Nigeria has lost out, experts lament
Industry experts, who spoke with our correspondents in separate interviews, said the delays suffered by those big projects had deprived the economy of massive benefits.
“We have a significant amount of natural gas reserves in the country and gas has a huge potential to transform the economy of any country,” Ige told our correspondent.
According to him, gas-based industries are very crucial to creating secondary industrialisation in any country.
He said, “For you to truly industrialise a nation, you need to have significant flow of supplies of your general raw materials, and the raw materials for industrialisation include chemicals, ethylene, polyethylene, and fertiliser.
“So, by delaying this kind of project (GRIP), we have lost a major opportunity over the years to have been able to kick-start a massive secondary industrialisation, which would have been more geographically dispersed, across the country, thereby creating much-needed jobs.”
Ige said on the export side, the country’s rivals were already penetrating the markets for petrochemicals, methanol and fertiliser.
He said, “Trinidad and Tobago, for example, has gas reserve that is less than what we have in Bayelsa State but they have five to eight fertiliser plants; they are one of the biggest methanol producers in the world.
“Imagine if by now that project had matured and we had one methanol plant and one petrochemical plant – because we were talking to Saudi Arabian investors to come and build a petrochemical plant – different people would have been manufacturing different secondary things out of those – creating small to medium-scale manufacturing out of them.
“So, imagine the number of jobs that would be created, the foreign exchange earnings, import substitution that some of those things would have brought about. It’s never too late.”
The ex-NNPC executive stressed the need for competitive fiscal terms in the nation’s oil industry in order to attract investors.
“We need to improve the general ease of doing business in Nigeria; it still remains very difficult for investors to come here. We need to take a very strategic view of critical infrastructure,” he added.
A former President, Nigeria Association for Energy Economics, Prof. Adeola Adenikinji, described the Ogidigben project as critical, saying it would help deepen the domestication of the country’s gas resources and lead to significant infrastructure development.
“It will also enhance peace in the Niger Delta because people will be gainfully employed. It will reduce gas flaring, which is causing environment degradation, pollution and damage to people’s health,” he said.
Adenikinju, a member of the Monetary Policy Committee of the Central Bank of Nigeria, said the project would reduce the country’s dependence on the international markets for foreign exchange, adding that the government would be able to diversify its revenue base.

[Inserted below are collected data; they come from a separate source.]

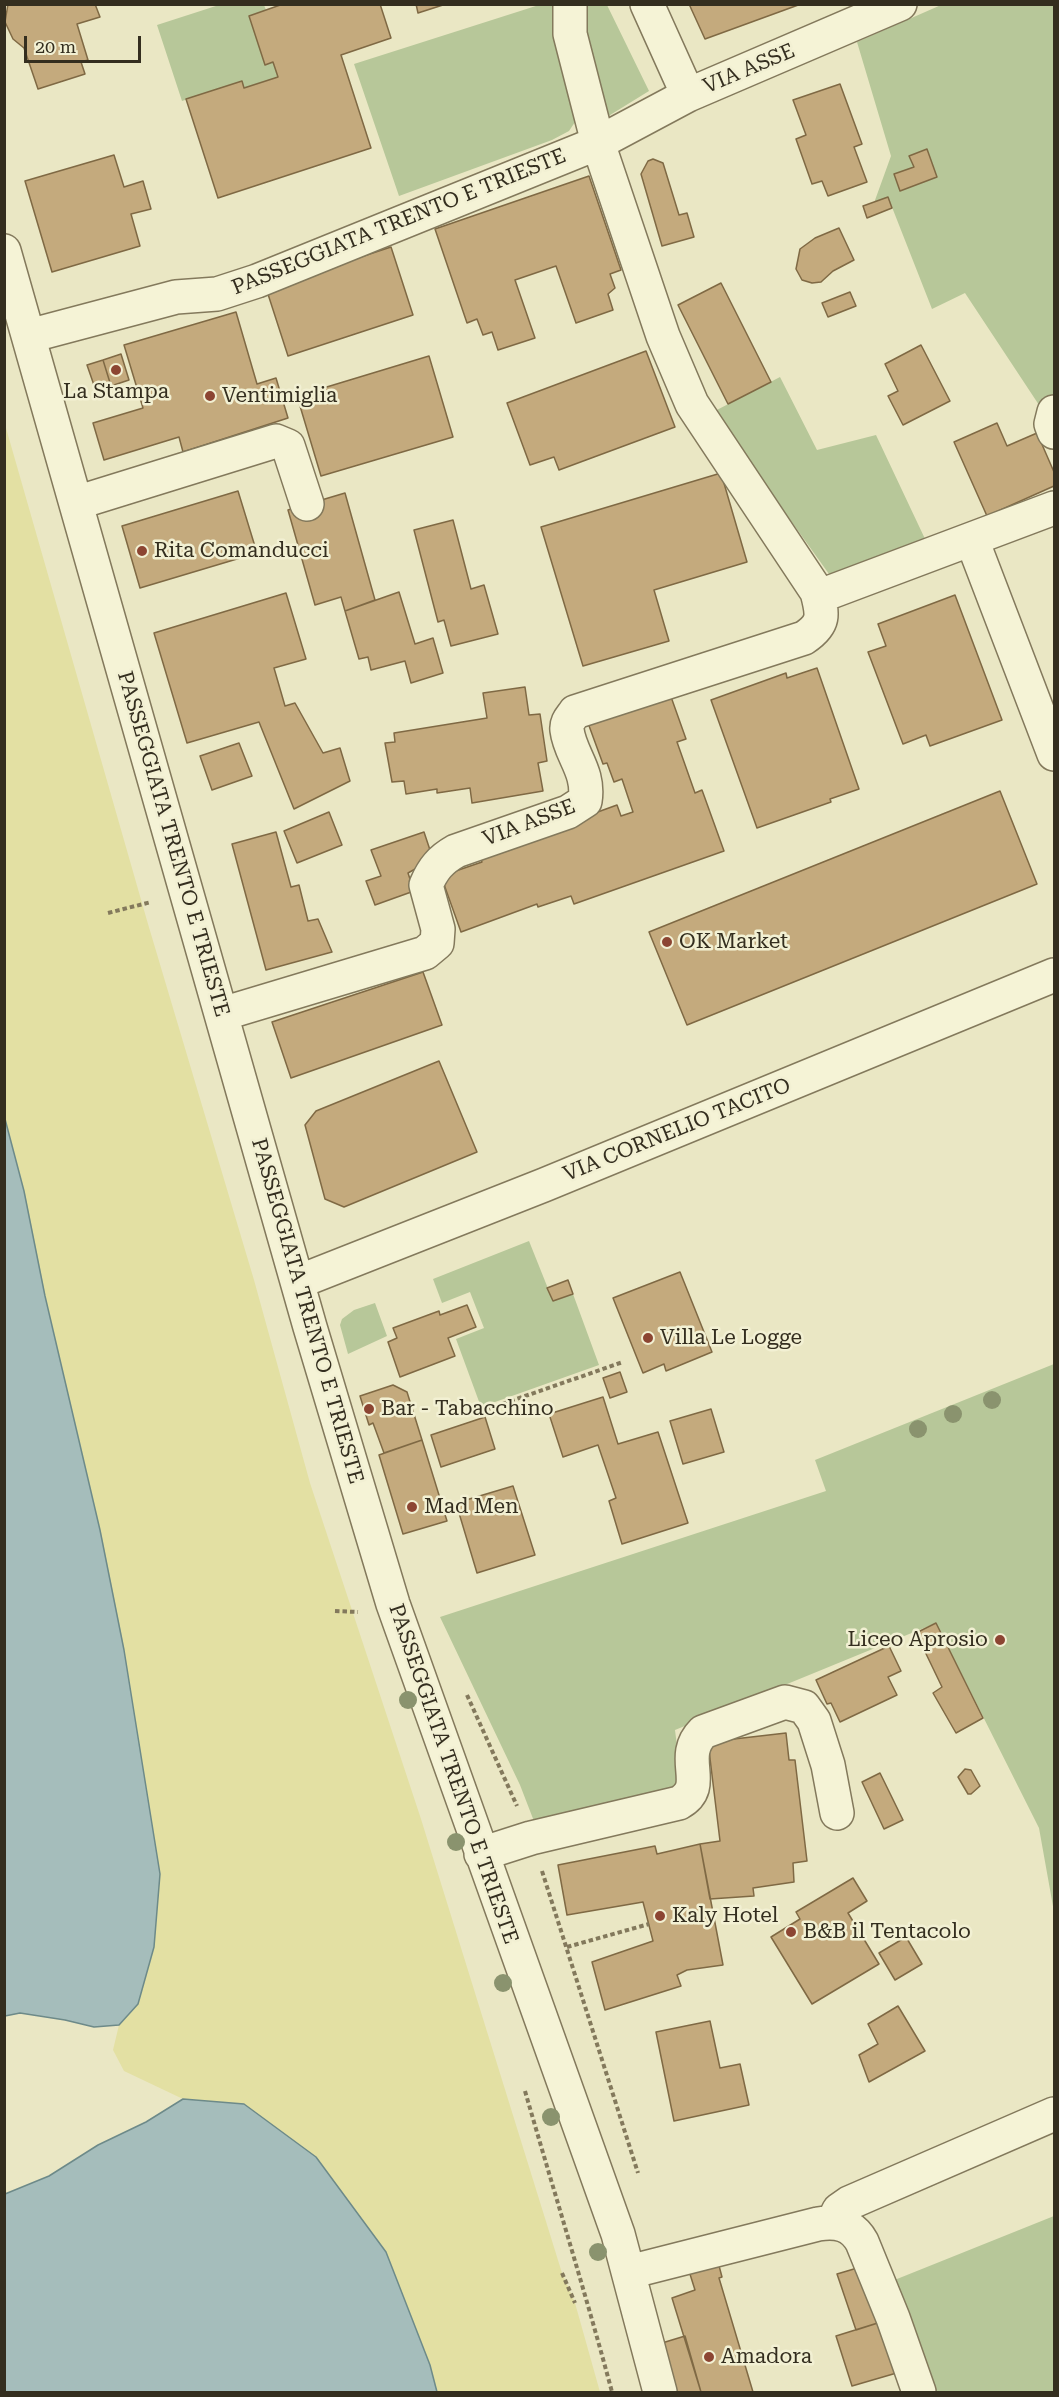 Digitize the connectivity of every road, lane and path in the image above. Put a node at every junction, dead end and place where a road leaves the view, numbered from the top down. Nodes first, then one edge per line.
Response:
1 (570, 4) edge
2 (647, 4) edge
3 (900, 4) edge
4 (688, 95) junction
5 (598, 143) junction
6 (4, 251) edge
7 (28, 336) junction
8 (1054, 412) edge
9 (1054, 432) edge
10 (76, 503) junction
11 (307, 504) dead end
12 (1054, 508) edge
13 (972, 540) junction
14 (817, 592) junction
15 (1054, 754) edge
16 (155, 901) dead end
17 (108, 913) dead end
18 (1054, 975) edge
19 (222, 1014) junction
20 (298, 1282) junction
21 (623, 1362) dead end
22 (482, 1412) dead end
23 (335, 1611) dead end
24 (366, 1613) dead end
25 (837, 1813) dead end
26 (531, 1838) junction
27 (481, 1854) junction
28 (649, 1924) dead end
29 (567, 1947) junction
30 (1054, 2114) edge
31 (641, 2180) dead end
32 (833, 2222) junction
33 (629, 2272) junction
34 (562, 2274) dead end
35 (575, 2303) dead end
36 (660, 2392) edge
37 (919, 2392) edge

1 - 5 street
2 - 4 street, VIA ASSE
3 - 4 street, VIA ASSE
4 - 5 street, PASSEGGIATA TRENTO E TRIESTE
5 - 7 street, PASSEGGIATA TRENTO E TRIESTE
5 - 14 street
6 - 7 street, PASSEGGIATA TRENTO E TRIESTE
7 - 10 street, PASSEGGIATA TRENTO E TRIESTE
8 - 9 street
10 - 11 street
10 - 19 street, PASSEGGIATA TRENTO E TRIESTE
12 - 13 street
13 - 14 street
13 - 15 street
14 - 19 street, VIA ASSE
16 - 17 path
18 - 20 street, VIA CORNELIO TACITO
19 - 20 street, PASSEGGIATA TRENTO E TRIESTE
20 - 27 street, PASSEGGIATA TRENTO E TRIESTE
21 - 22 path
23 - 24 path
25 - 26 street
26 - 27 street
26 - 29 path
27 - 33 street, PASSEGGIATA TRENTO E TRIESTE
28 - 29 path
29 - 31 path
30 - 32 street
32 - 33 street
32 - 37 street
33 - 36 street, PASSEGGIATA TRENTO E TRIESTE
34 - 35 path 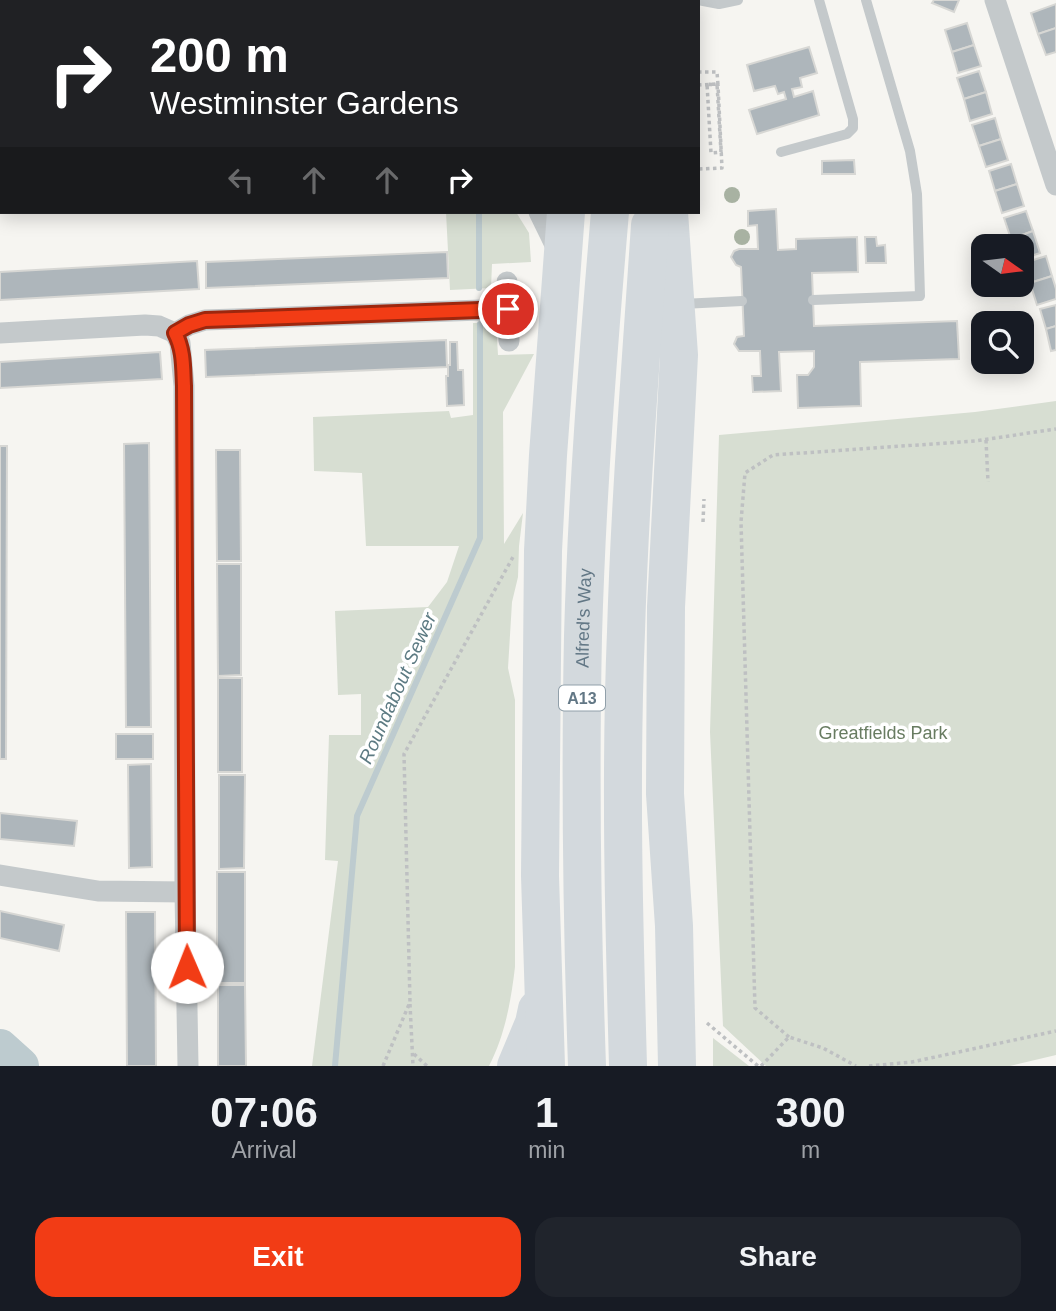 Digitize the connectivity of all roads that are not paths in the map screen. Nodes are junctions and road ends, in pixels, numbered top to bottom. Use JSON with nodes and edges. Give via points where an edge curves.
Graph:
{"nodes":[{"id":1,"x":700,"y":0,"type":"edge"},
{"id":2,"x":738,"y":0,"type":"edge"},
{"id":3,"x":819,"y":0,"type":"edge"},
{"id":4,"x":866,"y":0,"type":"edge"},
{"id":5,"x":995,"y":0,"type":"edge"},
{"id":6,"x":781,"y":152,"type":"dead end"},
{"id":7,"x":1054,"y":176,"type":"edge"},
{"id":8,"x":540,"y":214,"type":"edge"},
{"id":9,"x":566,"y":214,"type":"edge"},
{"id":10,"x":610,"y":214,"type":"edge"},
{"id":11,"x":651,"y":214,"type":"edge"},
{"id":12,"x":669,"y":214,"type":"edge"},
{"id":13,"x":562,"y":260,"type":"junction"},
{"id":14,"x":507,"y":282,"type":"dead end"},
{"id":15,"x":813,"y":300,"type":"dead end"},
{"id":16,"x":742,"y":301,"type":"dead end"},
{"id":17,"x":675,"y":304,"type":"junction"},
{"id":18,"x":508,"y":309,"type":"junction"},
{"id":19,"x":0,"y":333,"type":"edge"},
{"id":20,"x":175,"y":333,"type":"junction"},
{"id":21,"x":509,"y":341,"type":"dead end"},
{"id":22,"x":0,"y":875,"type":"edge"},
{"id":23,"x":186,"y":892,"type":"junction"},
{"id":24,"x":544,"y":974,"type":"junction"},
{"id":25,"x":188,"y":1066,"type":"edge"},
{"id":26,"x":516,"y":1066,"type":"edge"},
{"id":27,"x":546,"y":1066,"type":"edge"},
{"id":28,"x":587,"y":1066,"type":"edge"},
{"id":29,"x":628,"y":1066,"type":"edge"},
{"id":30,"x":677,"y":1066,"type":"edge"}],
"edges":[{"from":1,"to":2,"type":"lane","via":[[719,4]]},
{"from":3,"to":6,"type":"lane","via":[[853,128],[847,134]]},
{"from":4,"to":15,"type":"lane","via":[[910,151],[917,194],[920,296]]},
{"from":5,"to":7,"type":"street"},
{"from":8,"to":13,"type":"street"},
{"from":9,"to":13,"type":"highway","number":"A13"},
{"from":10,"to":28,"type":"highway","name":"Alfred's Way","number":"A13","via":[[583,633],[581,863]]},
{"from":11,"to":29,"type":"highway","number":"A13","via":[[625,659],[623,863]]},
{"from":12,"to":17,"type":"highway"},
{"from":13,"to":24,"type":"highway","number":"A13","via":[[543,551],[540,876]]},
{"from":14,"to":18,"type":"street"},
{"from":16,"to":17,"type":"lane"},
{"from":17,"to":30,"type":"highway","via":[[679,355],[666,607],[665,794]]},
{"from":18,"to":20,"type":"street","via":[[205,320]]},
{"from":18,"to":21,"type":"street"},
{"from":19,"to":20,"type":"street","via":[[145,325]]},
{"from":20,"to":23,"type":"street","via":[[183,358],[184,386]]},
{"from":22,"to":23,"type":"street","via":[[98,891]]},
{"from":23,"to":25,"type":"street"},
{"from":24,"to":26,"type":"highway","number":"A13","via":[[534,1023]]},
{"from":24,"to":27,"type":"highway","number":"A13"}]}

He said, “The country has been very much exposed to the volatility in the international oil market for many years because we are primary producer and exporter; we produce crude oil and gas and we just export them with little value addition and little integration to the rest of the economy. So, any time we export crude or gas, we are exporting jobs.
“There is so much need for gas in the domestic market; we need so much gas in the power sector. What we use for power is about nine per cent of our gas production, and that is even less than what we flare. The Ogidigben park is a very good project that we should not allow to die; we need to encourage all stakeholders to participate in it.”
A global risk consultancy, Control Risks, said in a recent article that the global economic disruption caused by the COVID-19 pandemic would delay future investments in West Africa.
It said in Nigeria, it would combine with regulatory uncertainty occasioned by the delay in the passage of the Petroleum Industry Bill to further discourage new investments.